RECORDS SHOWN:
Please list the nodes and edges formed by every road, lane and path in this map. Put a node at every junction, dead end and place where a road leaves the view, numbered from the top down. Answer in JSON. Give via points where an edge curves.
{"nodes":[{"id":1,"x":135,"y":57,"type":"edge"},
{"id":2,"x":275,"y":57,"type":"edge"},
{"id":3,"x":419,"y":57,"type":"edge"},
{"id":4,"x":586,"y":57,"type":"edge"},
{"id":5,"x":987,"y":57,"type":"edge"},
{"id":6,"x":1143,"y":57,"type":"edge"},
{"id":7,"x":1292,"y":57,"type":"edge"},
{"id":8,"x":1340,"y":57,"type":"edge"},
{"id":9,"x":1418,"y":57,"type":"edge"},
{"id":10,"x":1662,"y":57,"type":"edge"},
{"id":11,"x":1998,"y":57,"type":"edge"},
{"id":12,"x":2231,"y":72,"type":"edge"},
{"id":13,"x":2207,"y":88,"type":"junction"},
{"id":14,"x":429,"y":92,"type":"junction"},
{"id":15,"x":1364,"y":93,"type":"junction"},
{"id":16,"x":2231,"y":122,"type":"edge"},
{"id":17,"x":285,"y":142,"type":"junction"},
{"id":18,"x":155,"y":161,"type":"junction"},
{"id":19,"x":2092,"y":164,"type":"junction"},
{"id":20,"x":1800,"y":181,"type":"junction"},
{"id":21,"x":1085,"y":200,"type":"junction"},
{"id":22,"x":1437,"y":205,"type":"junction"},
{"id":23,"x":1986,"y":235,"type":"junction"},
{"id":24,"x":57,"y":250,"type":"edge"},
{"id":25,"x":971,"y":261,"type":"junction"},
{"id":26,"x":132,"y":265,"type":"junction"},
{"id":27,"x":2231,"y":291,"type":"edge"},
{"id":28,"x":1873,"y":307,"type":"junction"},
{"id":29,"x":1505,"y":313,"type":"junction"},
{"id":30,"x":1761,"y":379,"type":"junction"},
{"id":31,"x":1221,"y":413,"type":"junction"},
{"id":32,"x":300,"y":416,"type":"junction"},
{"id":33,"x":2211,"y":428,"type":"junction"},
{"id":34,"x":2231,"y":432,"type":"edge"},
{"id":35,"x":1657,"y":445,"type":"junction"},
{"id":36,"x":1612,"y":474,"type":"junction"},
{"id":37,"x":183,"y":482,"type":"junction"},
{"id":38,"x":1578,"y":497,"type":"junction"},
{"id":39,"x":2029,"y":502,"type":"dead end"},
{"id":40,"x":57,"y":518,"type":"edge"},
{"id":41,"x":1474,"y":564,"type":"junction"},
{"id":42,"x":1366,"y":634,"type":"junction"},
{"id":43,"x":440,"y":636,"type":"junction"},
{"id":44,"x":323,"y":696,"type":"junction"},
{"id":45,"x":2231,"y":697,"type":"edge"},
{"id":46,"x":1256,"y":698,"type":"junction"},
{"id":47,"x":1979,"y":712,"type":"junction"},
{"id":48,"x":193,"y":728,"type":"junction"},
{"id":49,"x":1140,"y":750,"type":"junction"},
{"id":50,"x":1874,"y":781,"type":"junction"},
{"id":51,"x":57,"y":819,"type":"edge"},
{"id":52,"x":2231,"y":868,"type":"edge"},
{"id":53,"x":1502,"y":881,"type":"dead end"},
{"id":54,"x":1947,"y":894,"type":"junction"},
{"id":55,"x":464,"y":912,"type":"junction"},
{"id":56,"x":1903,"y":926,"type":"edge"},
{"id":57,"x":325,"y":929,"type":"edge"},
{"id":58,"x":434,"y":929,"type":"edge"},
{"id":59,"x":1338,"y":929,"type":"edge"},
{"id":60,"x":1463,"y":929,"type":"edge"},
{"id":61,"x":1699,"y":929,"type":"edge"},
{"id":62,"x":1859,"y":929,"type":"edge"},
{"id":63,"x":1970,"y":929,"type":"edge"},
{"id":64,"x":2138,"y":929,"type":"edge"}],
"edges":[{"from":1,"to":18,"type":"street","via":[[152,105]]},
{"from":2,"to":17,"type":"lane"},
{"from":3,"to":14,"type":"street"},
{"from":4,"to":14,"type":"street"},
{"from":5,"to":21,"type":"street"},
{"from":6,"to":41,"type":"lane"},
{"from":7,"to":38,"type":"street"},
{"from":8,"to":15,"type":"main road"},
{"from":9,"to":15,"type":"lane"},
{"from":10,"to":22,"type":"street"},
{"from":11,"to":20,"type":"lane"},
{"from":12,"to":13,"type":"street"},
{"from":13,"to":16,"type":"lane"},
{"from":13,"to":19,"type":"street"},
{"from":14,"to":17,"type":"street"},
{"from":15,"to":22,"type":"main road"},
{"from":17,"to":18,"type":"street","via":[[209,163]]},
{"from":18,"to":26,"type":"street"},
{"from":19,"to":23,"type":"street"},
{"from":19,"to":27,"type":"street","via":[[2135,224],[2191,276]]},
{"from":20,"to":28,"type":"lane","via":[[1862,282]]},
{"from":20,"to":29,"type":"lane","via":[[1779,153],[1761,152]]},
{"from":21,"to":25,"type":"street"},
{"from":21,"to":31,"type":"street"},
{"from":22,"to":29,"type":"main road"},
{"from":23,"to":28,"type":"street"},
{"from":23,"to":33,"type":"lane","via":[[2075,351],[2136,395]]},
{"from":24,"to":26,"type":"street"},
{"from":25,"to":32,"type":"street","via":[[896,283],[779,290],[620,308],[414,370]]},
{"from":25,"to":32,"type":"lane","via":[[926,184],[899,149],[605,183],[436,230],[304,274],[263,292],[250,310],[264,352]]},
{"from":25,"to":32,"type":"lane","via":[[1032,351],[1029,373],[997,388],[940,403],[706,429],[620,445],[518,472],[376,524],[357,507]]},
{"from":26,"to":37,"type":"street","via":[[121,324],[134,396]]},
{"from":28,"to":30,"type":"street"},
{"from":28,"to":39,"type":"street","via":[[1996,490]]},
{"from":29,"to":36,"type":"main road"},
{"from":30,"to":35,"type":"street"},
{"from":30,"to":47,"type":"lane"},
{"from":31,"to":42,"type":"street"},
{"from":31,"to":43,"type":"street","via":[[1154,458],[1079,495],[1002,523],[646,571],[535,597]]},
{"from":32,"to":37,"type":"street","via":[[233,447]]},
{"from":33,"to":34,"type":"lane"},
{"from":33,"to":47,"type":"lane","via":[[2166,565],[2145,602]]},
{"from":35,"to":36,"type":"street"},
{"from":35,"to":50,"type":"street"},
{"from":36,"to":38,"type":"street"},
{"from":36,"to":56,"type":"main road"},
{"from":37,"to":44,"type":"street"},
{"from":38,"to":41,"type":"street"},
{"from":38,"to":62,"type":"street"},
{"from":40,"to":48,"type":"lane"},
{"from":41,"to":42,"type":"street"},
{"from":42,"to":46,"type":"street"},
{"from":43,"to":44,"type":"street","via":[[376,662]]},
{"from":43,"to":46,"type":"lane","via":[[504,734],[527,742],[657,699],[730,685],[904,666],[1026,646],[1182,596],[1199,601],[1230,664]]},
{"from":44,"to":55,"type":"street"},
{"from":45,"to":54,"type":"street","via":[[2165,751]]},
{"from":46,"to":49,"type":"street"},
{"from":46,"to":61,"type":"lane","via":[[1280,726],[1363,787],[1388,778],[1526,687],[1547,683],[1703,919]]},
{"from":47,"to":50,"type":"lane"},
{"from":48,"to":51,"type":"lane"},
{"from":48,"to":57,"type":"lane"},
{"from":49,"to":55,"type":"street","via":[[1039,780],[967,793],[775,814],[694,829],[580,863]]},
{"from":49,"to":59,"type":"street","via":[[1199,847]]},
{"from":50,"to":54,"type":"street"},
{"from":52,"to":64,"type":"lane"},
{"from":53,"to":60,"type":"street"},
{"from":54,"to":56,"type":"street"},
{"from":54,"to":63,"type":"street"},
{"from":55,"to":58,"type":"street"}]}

AIM OF THE EXERCISE:
What's wanted here is every record, retyped exactly as shown above.

OUTPUT FOR THIS TASK:
Please list the nodes and edges formed by every road, lane and path in this map. Put a node at every junction, dead end and place where a road leaves the view, numbered from the top down. Answer in JSON. Give via points where an edge curves.
{"nodes":[{"id":1,"x":135,"y":57,"type":"edge"},
{"id":2,"x":275,"y":57,"type":"edge"},
{"id":3,"x":419,"y":57,"type":"edge"},
{"id":4,"x":586,"y":57,"type":"edge"},
{"id":5,"x":987,"y":57,"type":"edge"},
{"id":6,"x":1143,"y":57,"type":"edge"},
{"id":7,"x":1292,"y":57,"type":"edge"},
{"id":8,"x":1340,"y":57,"type":"edge"},
{"id":9,"x":1418,"y":57,"type":"edge"},
{"id":10,"x":1662,"y":57,"type":"edge"},
{"id":11,"x":1998,"y":57,"type":"edge"},
{"id":12,"x":2231,"y":72,"type":"edge"},
{"id":13,"x":2207,"y":88,"type":"junction"},
{"id":14,"x":429,"y":92,"type":"junction"},
{"id":15,"x":1364,"y":93,"type":"junction"},
{"id":16,"x":2231,"y":122,"type":"edge"},
{"id":17,"x":285,"y":142,"type":"junction"},
{"id":18,"x":155,"y":161,"type":"junction"},
{"id":19,"x":2092,"y":164,"type":"junction"},
{"id":20,"x":1800,"y":181,"type":"junction"},
{"id":21,"x":1085,"y":200,"type":"junction"},
{"id":22,"x":1437,"y":205,"type":"junction"},
{"id":23,"x":1986,"y":235,"type":"junction"},
{"id":24,"x":57,"y":250,"type":"edge"},
{"id":25,"x":971,"y":261,"type":"junction"},
{"id":26,"x":132,"y":265,"type":"junction"},
{"id":27,"x":2231,"y":291,"type":"edge"},
{"id":28,"x":1873,"y":307,"type":"junction"},
{"id":29,"x":1505,"y":313,"type":"junction"},
{"id":30,"x":1761,"y":379,"type":"junction"},
{"id":31,"x":1221,"y":413,"type":"junction"},
{"id":32,"x":300,"y":416,"type":"junction"},
{"id":33,"x":2211,"y":428,"type":"junction"},
{"id":34,"x":2231,"y":432,"type":"edge"},
{"id":35,"x":1657,"y":445,"type":"junction"},
{"id":36,"x":1612,"y":474,"type":"junction"},
{"id":37,"x":183,"y":482,"type":"junction"},
{"id":38,"x":1578,"y":497,"type":"junction"},
{"id":39,"x":2029,"y":502,"type":"dead end"},
{"id":40,"x":57,"y":518,"type":"edge"},
{"id":41,"x":1474,"y":564,"type":"junction"},
{"id":42,"x":1366,"y":634,"type":"junction"},
{"id":43,"x":440,"y":636,"type":"junction"},
{"id":44,"x":323,"y":696,"type":"junction"},
{"id":45,"x":2231,"y":697,"type":"edge"},
{"id":46,"x":1256,"y":698,"type":"junction"},
{"id":47,"x":1979,"y":712,"type":"junction"},
{"id":48,"x":193,"y":728,"type":"junction"},
{"id":49,"x":1140,"y":750,"type":"junction"},
{"id":50,"x":1874,"y":781,"type":"junction"},
{"id":51,"x":57,"y":819,"type":"edge"},
{"id":52,"x":2231,"y":868,"type":"edge"},
{"id":53,"x":1502,"y":881,"type":"dead end"},
{"id":54,"x":1947,"y":894,"type":"junction"},
{"id":55,"x":464,"y":912,"type":"junction"},
{"id":56,"x":1903,"y":926,"type":"edge"},
{"id":57,"x":325,"y":929,"type":"edge"},
{"id":58,"x":434,"y":929,"type":"edge"},
{"id":59,"x":1338,"y":929,"type":"edge"},
{"id":60,"x":1463,"y":929,"type":"edge"},
{"id":61,"x":1699,"y":929,"type":"edge"},
{"id":62,"x":1859,"y":929,"type":"edge"},
{"id":63,"x":1970,"y":929,"type":"edge"},
{"id":64,"x":2138,"y":929,"type":"edge"}],
"edges":[{"from":1,"to":18,"type":"street","via":[[152,105]]},
{"from":2,"to":17,"type":"lane"},
{"from":3,"to":14,"type":"street"},
{"from":4,"to":14,"type":"street"},
{"from":5,"to":21,"type":"street"},
{"from":6,"to":41,"type":"lane"},
{"from":7,"to":38,"type":"street"},
{"from":8,"to":15,"type":"main road"},
{"from":9,"to":15,"type":"lane"},
{"from":10,"to":22,"type":"street"},
{"from":11,"to":20,"type":"lane"},
{"from":12,"to":13,"type":"street"},
{"from":13,"to":16,"type":"lane"},
{"from":13,"to":19,"type":"street"},
{"from":14,"to":17,"type":"street"},
{"from":15,"to":22,"type":"main road"},
{"from":17,"to":18,"type":"street","via":[[209,163]]},
{"from":18,"to":26,"type":"street"},
{"from":19,"to":23,"type":"street"},
{"from":19,"to":27,"type":"street","via":[[2135,224],[2191,276]]},
{"from":20,"to":28,"type":"lane","via":[[1862,282]]},
{"from":20,"to":29,"type":"lane","via":[[1779,153],[1761,152]]},
{"from":21,"to":25,"type":"street"},
{"from":21,"to":31,"type":"street"},
{"from":22,"to":29,"type":"main road"},
{"from":23,"to":28,"type":"street"},
{"from":23,"to":33,"type":"lane","via":[[2075,351],[2136,395]]},
{"from":24,"to":26,"type":"street"},
{"from":25,"to":32,"type":"street","via":[[896,283],[779,290],[620,308],[414,370]]},
{"from":25,"to":32,"type":"lane","via":[[926,184],[899,149],[605,183],[436,230],[304,274],[263,292],[250,310],[264,352]]},
{"from":25,"to":32,"type":"lane","via":[[1032,351],[1029,373],[997,388],[940,403],[706,429],[620,445],[518,472],[376,524],[357,507]]},
{"from":26,"to":37,"type":"street","via":[[121,324],[134,396]]},
{"from":28,"to":30,"type":"street"},
{"from":28,"to":39,"type":"street","via":[[1996,490]]},
{"from":29,"to":36,"type":"main road"},
{"from":30,"to":35,"type":"street"},
{"from":30,"to":47,"type":"lane"},
{"from":31,"to":42,"type":"street"},
{"from":31,"to":43,"type":"street","via":[[1154,458],[1079,495],[1002,523],[646,571],[535,597]]},
{"from":32,"to":37,"type":"street","via":[[233,447]]},
{"from":33,"to":34,"type":"lane"},
{"from":33,"to":47,"type":"lane","via":[[2166,565],[2145,602]]},
{"from":35,"to":36,"type":"street"},
{"from":35,"to":50,"type":"street"},
{"from":36,"to":38,"type":"street"},
{"from":36,"to":56,"type":"main road"},
{"from":37,"to":44,"type":"street"},
{"from":38,"to":41,"type":"street"},
{"from":38,"to":62,"type":"street"},
{"from":40,"to":48,"type":"lane"},
{"from":41,"to":42,"type":"street"},
{"from":42,"to":46,"type":"street"},
{"from":43,"to":44,"type":"street","via":[[376,662]]},
{"from":43,"to":46,"type":"lane","via":[[504,734],[527,742],[657,699],[730,685],[904,666],[1026,646],[1182,596],[1199,601],[1230,664]]},
{"from":44,"to":55,"type":"street"},
{"from":45,"to":54,"type":"street","via":[[2165,751]]},
{"from":46,"to":49,"type":"street"},
{"from":46,"to":61,"type":"lane","via":[[1280,726],[1363,787],[1388,778],[1526,687],[1547,683],[1703,919]]},
{"from":47,"to":50,"type":"lane"},
{"from":48,"to":51,"type":"lane"},
{"from":48,"to":57,"type":"lane"},
{"from":49,"to":55,"type":"street","via":[[1039,780],[967,793],[775,814],[694,829],[580,863]]},
{"from":49,"to":59,"type":"street","via":[[1199,847]]},
{"from":50,"to":54,"type":"street"},
{"from":52,"to":64,"type":"lane"},
{"from":53,"to":60,"type":"street"},
{"from":54,"to":56,"type":"street"},
{"from":54,"to":63,"type":"street"},
{"from":55,"to":58,"type":"street"}]}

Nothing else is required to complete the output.